Linda Connor: From Two Worlds
From Two Worlds, Linda Connor's sixth solo exhibition with Haines Gallery, pairs two seemingly divergent perspectives. She infuses this well-known site that is rife with Americana with her unique approach to the mystic andsacred. The second revisits Connor's well-known pictures of spiritually charged sites, but these works are newly displayed as large-scale photographs, printed on silk bringing to bear a presentation that encourages an immersive reassessment of her content and intention.

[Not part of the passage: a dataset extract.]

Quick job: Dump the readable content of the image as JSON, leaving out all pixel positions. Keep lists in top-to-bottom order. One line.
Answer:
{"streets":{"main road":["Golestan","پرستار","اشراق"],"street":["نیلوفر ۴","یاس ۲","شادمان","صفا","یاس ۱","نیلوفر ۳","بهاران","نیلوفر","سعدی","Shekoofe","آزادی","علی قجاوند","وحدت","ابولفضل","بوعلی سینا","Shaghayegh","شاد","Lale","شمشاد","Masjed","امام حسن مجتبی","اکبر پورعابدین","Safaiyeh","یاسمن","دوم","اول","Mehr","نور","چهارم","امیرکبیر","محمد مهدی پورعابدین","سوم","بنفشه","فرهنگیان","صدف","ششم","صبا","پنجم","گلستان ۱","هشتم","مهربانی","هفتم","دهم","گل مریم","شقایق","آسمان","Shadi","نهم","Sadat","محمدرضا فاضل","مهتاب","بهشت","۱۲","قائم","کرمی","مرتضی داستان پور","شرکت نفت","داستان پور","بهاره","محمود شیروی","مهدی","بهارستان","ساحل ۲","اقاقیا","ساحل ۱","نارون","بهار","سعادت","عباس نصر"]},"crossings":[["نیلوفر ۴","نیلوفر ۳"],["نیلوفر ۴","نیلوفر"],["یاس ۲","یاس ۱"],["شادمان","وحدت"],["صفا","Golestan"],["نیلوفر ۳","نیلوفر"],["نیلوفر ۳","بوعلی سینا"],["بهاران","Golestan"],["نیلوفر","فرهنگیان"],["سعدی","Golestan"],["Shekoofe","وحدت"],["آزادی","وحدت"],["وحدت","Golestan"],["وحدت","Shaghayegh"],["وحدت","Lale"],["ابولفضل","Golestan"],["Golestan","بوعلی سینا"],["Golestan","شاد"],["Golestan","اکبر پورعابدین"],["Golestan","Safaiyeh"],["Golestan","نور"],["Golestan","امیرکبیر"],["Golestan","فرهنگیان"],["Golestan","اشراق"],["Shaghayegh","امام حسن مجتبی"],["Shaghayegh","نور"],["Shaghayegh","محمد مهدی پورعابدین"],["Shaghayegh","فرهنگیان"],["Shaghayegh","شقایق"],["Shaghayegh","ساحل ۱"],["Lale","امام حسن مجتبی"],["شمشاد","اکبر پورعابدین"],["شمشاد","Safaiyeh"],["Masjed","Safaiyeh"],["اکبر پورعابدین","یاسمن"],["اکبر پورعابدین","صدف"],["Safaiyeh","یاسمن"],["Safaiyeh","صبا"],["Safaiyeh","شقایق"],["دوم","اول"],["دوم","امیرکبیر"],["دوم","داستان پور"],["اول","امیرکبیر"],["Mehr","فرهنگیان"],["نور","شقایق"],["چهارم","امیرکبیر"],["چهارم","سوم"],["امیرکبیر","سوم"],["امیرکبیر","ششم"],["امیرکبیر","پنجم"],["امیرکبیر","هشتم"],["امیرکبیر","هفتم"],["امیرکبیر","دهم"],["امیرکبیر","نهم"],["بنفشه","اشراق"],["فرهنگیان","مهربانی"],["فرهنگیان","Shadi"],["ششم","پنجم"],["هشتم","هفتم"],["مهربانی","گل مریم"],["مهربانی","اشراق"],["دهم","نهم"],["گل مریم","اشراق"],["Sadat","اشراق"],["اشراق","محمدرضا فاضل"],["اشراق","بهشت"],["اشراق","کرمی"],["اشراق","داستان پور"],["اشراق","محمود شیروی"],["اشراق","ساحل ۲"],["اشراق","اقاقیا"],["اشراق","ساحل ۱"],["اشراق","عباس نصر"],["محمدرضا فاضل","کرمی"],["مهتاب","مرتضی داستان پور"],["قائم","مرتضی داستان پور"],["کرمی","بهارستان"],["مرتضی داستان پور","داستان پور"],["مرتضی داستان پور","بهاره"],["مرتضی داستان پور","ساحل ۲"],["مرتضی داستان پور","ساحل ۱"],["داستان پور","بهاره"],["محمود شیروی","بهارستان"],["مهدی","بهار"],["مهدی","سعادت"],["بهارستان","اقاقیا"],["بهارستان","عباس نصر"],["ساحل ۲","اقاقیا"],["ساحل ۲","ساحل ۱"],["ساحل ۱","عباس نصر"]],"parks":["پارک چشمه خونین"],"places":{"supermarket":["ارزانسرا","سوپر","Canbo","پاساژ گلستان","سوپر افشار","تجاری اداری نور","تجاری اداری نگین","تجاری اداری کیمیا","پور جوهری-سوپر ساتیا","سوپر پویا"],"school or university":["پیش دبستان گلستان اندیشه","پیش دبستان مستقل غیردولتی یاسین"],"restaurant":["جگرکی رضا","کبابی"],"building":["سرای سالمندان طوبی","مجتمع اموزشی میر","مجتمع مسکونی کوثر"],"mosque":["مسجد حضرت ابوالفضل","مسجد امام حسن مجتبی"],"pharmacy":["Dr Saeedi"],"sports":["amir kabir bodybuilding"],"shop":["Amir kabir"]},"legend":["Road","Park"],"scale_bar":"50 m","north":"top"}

The Cincinnati Museum of Art commissioned Connor to photograph the Olson House in 2006 and subsequently displayed a selection of her images alongside watercolors and drawings by the American painter Andrew Wyeth. Wyeth chronicled the Olson House and its inhabitants — siblings Christina and Alvaro Olson - in a number of works, including his seminal 1948 painting Christina's World. While Connor references specific painting by Wyeth, she also approaches this aging space through the lens of American photographic history, evoking Charles Sheeler, Walker Evans, Paul Strand and her own early photographs. As art historian Wanda M. Corn explains, "Wyeth's Olson House was often melancholy and wistful, a site of human decay and hardship; Connor's Olson House is mysteriously alive and animated."
The silk hangings on view represent a new strategy for interpreting both Connor's older and more recent works, taken in countries including Cambodia, Bali, Egypt, Peru, India and Australia. Connor utilizes this large-scale, flowing medium to consider a wide-range of subject matter. In addition to her works on silk, Connor continues investigating alternative methods for displaying her photographs through the artist's book. Hero Accordion book presents details of a mural depicting Avalokitesvara — the bodhisattva who embodies the compassion of all Buddhas — located in a fourteenth-century meditation cave in Ladakh, India, alongside images of the surrounding landscape. The book's format allows the viewer to simultaneously take in various details of this elaborate painting with remarkable views of the Himalayas.